The multi-pack of crisps taste OK, but they feel stale to me. We’ll be back to
Asda tomorrow. It’s OK saving money but if you don’t like the stuff you buy,
then you have wasted the money you did spend.
Did you happen to watch last night’s Tonight programme? It’s one of the many
current affairs shows I always record, and we sat and watched it this morning.
Last night it was about puppy farms and illegally imported pups. The condition
s these dogs are being breed in absolutely disgusting. So many of them are
dying with days of being bought by people who thing they are getting a bargain.
The advice, ‘if it sounds too good to be true’ is just as relevant with
livestock as it is with cars, investments or any other high priced items. It’s
just such a shame that greedy people have found another way to make loads of
money without caring how much harm they cause.

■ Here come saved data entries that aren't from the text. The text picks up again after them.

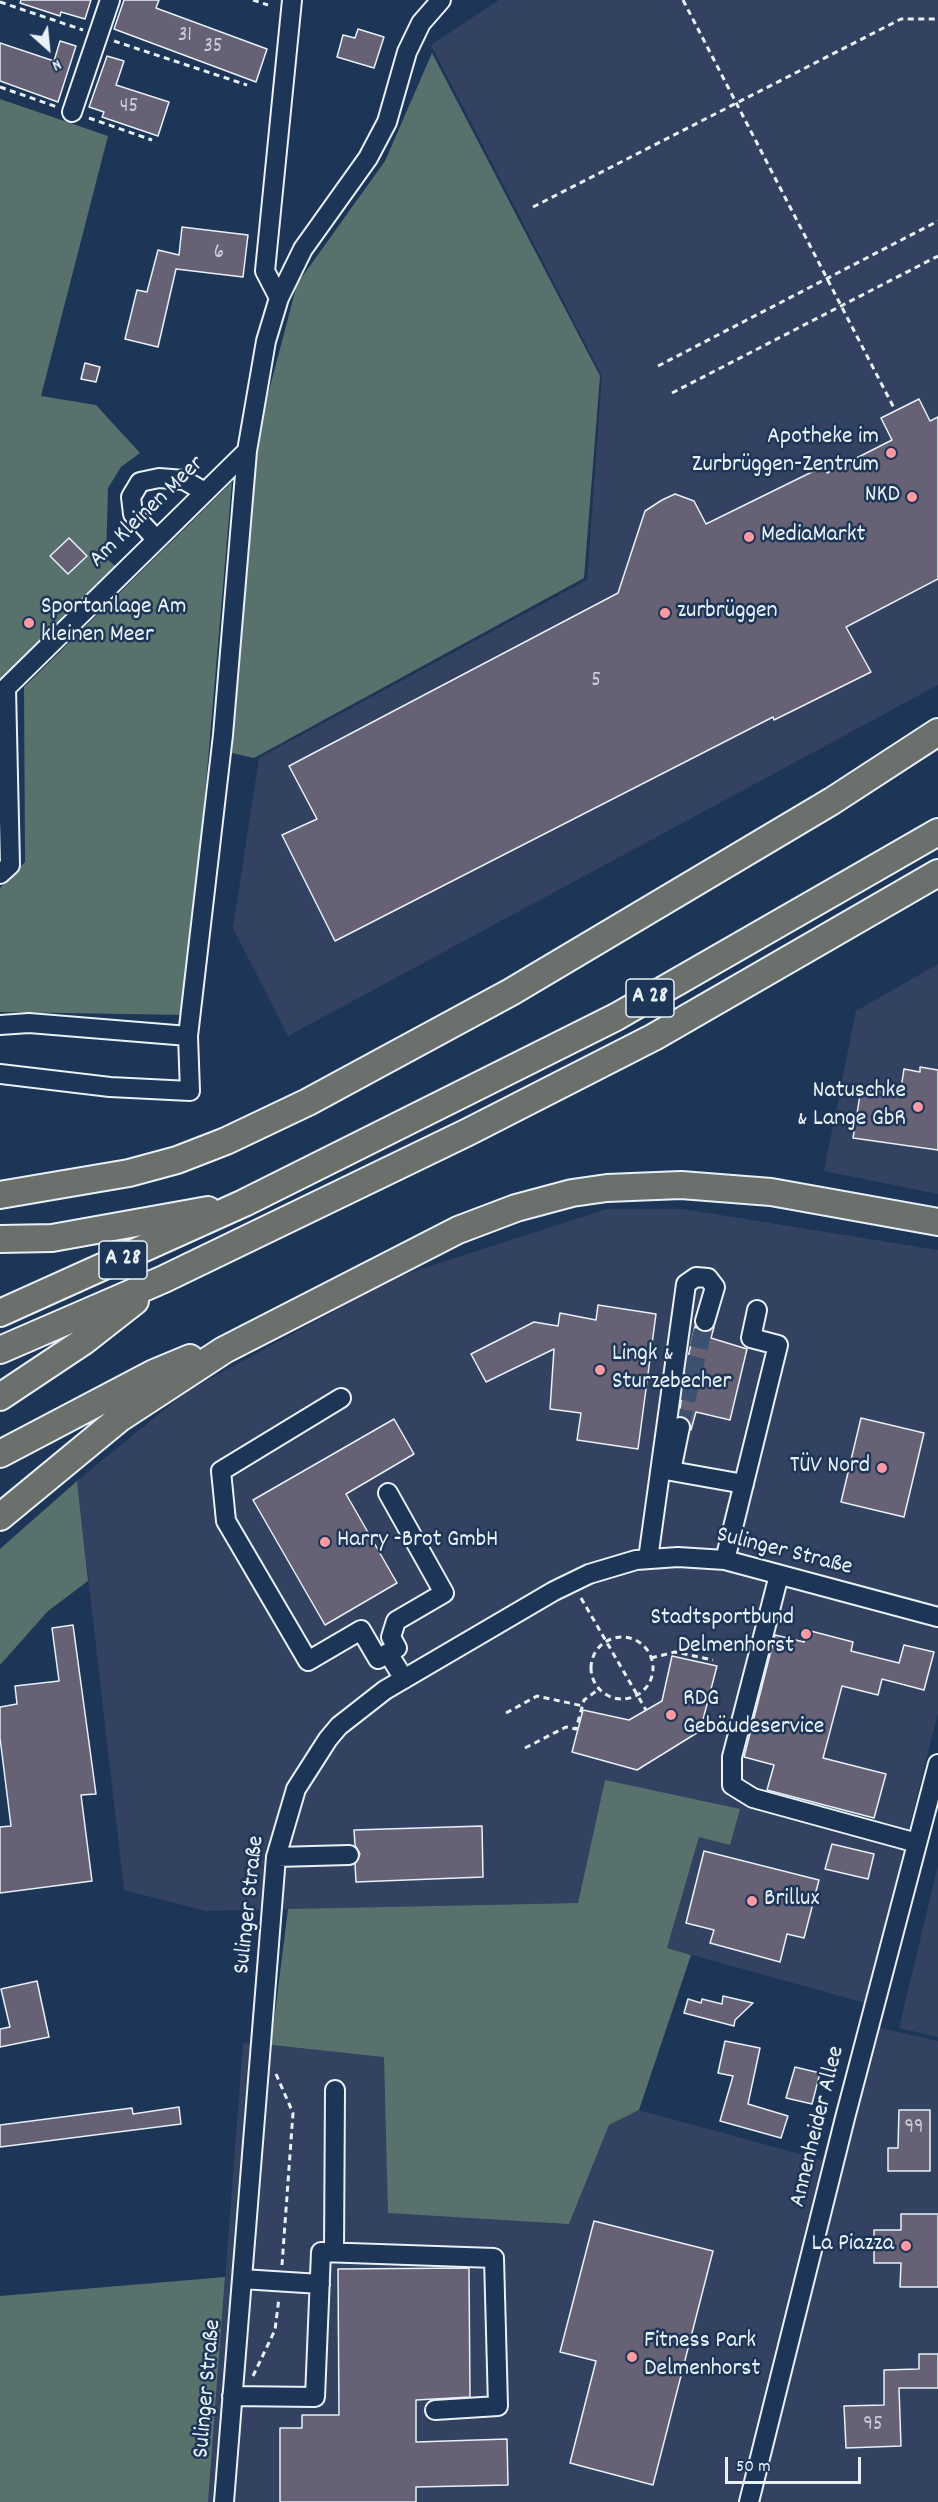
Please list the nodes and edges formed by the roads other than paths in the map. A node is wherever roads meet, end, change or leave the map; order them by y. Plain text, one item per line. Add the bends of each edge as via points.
1 (110, 0) edge
2 (292, 0) edge
3 (441, 0) edge
4 (72, 112) dead end
5 (279, 298) junction
6 (247, 451) junction
7 (203, 491) junction
8 (155, 538) junction
9 (938, 732) edge
10 (938, 832) edge
11 (938, 873) edge
12 (0, 874) edge
13 (0, 1025) edge
14 (188, 1036) junction
15 (0, 1074) edge
16 (0, 1186) edge
17 (58, 1186) junction
18 (0, 1195) edge
19 (244, 1203) junction
20 (938, 1222) edge
21 (0, 1239) edge
22 (164, 1279) junction
23 (757, 1310) dead end
24 (0, 1313) edge
25 (289, 1315) junction
26 (705, 1321) tunnel mouth
27 (0, 1350) edge
28 (0, 1396) edge
29 (342, 1398) dead end
30 (680, 1427) tunnel mouth
31 (11, 1449) edge
32 (744, 1484) junction
33 (388, 1493) dead end
34 (0, 1517) edge
35 (648, 1559) junction
36 (725, 1560) junction
37 (779, 1575) junction
38 (938, 1617) edge
39 (388, 1653) junction
40 (404, 1679) junction
41 (938, 1764) edge
42 (917, 1843) junction
43 (349, 1855) dead end
44 (276, 1857) junction
45 (335, 2090) dead end
46 (334, 2252) junction
47 (242, 2279) junction
48 (320, 2284) junction
49 (232, 2396) junction
50 (435, 2410) dead end
51 (224, 2502) edge
52 (749, 2502) edge

1 - 4 street
2 - 5 street via 265,271
3 - 5 street via 421,22 407,52 387,122 368,158 303,249
5 - 6 street via 266,341
6 - 7 street, Am Kleinen Meer
6 - 14 street via 223,735
7 - 8 street, Am Kleinen Meer
7 - 8 street via 184,480 159,478 140,482 131,497 133,514
8 - 12 street, Am Kleinen Meer via 6,688 10,866
9 - 17 highway via 832,801 510,992 308,1102 177,1160
10 - 19 highway, A 28 via 616,1017
11 - 22 highway, A 28 via 654,1037
13 - 14 street via 29,1023
14 - 15 street via 190,1091 110,1087
16 - 17 highway
17 - 18 highway
19 - 21 highway via 82,1234
19 - 24 highway, A 28
20 - 25 highway via 731,1188 643,1185 595,1190 516,1208 458,1230
22 - 27 highway, A 28
22 - 28 highway via 84,1341
23 - 32 street via 751,1338 778,1345
25 - 31 highway via 154,1373
25 - 34 highway via 224,1350 120,1418
26 - 35 street via 715,1287 708,1278 696,1277 686,1284
29 - 39 street via 221,1471 226,1521 308,1661 362,1630 378,1659
30 - 32 street via 671,1471
32 - 36 street
33 - 39 street via 444,1593 396,1621 391,1637 397,1648
35 - 36 street, Sulinger Straße
35 - 40 street, Sulinger Straße via 572,1581
36 - 37 street, Sulinger Straße
37 - 38 street, Sulinger Straße
37 - 42 street via 732,1757 732,1785 753,1798
39 - 40 street
40 - 44 street, Sulinger Straße via 339,1726 315,1758 296,1789
41 - 42 street, Annenheider Allee
42 - 52 street, Annenheider Allee
43 - 44 street
44 - 47 street, Sulinger Straße
45 - 46 street
46 - 48 street via 321,2252
46 - 50 street via 494,2258 498,2406
47 - 48 street
47 - 49 street, Sulinger Straße
48 - 49 street via 315,2397
49 - 51 street, Sulinger Straße

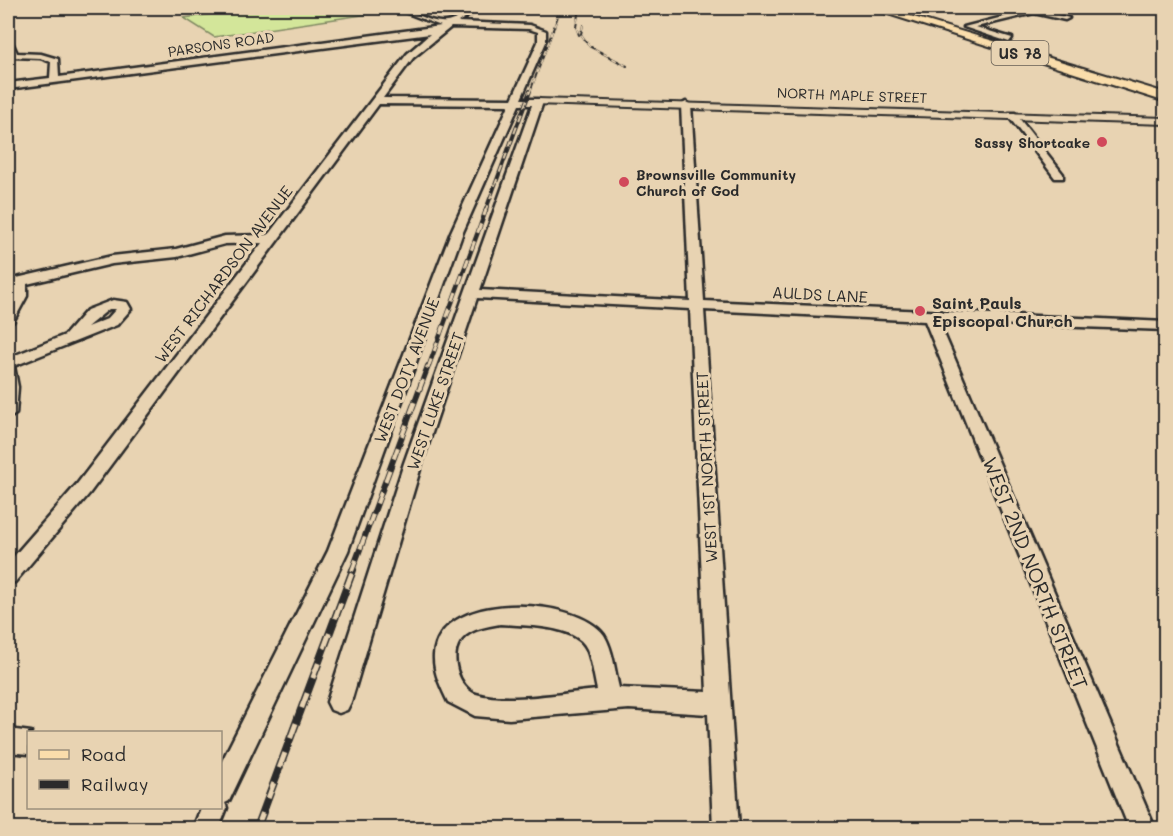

Our ghostly thief seems to have struck yet again. This
time it’s our current telly pages that have gone adrift. I remember looking at
them yesterday afternoon, but this morning there’s no sign of it. Over the last
week I also found out that one of our Parry Hotter DVDs was missing. According
to HMV here in Dorktown you can no longer buy them as single discs, so Jan has
had to buy a new boxed set. I have problems with the quality of them, they seem
very grainy to me, much more so than the older set. We may need to take it
back.
And so for a photo, again from Sunday …
And today’s funny …
A man
rushed into a hospital and asked an nurse for a cure for hiccups. Grabbing a
cup of water, the nurse quickly splashed it into the man’s face. “What did you
that for?” screamed the man. “you don’t have the hiccups now, do you?” said the
nurse. “No,” replied the man. “My wife out in the car has them.”
To be honest, Ron, I don't think there's a lot of difference between Aldi and Asda in terms of price. If you prefer one to t'other, go for it!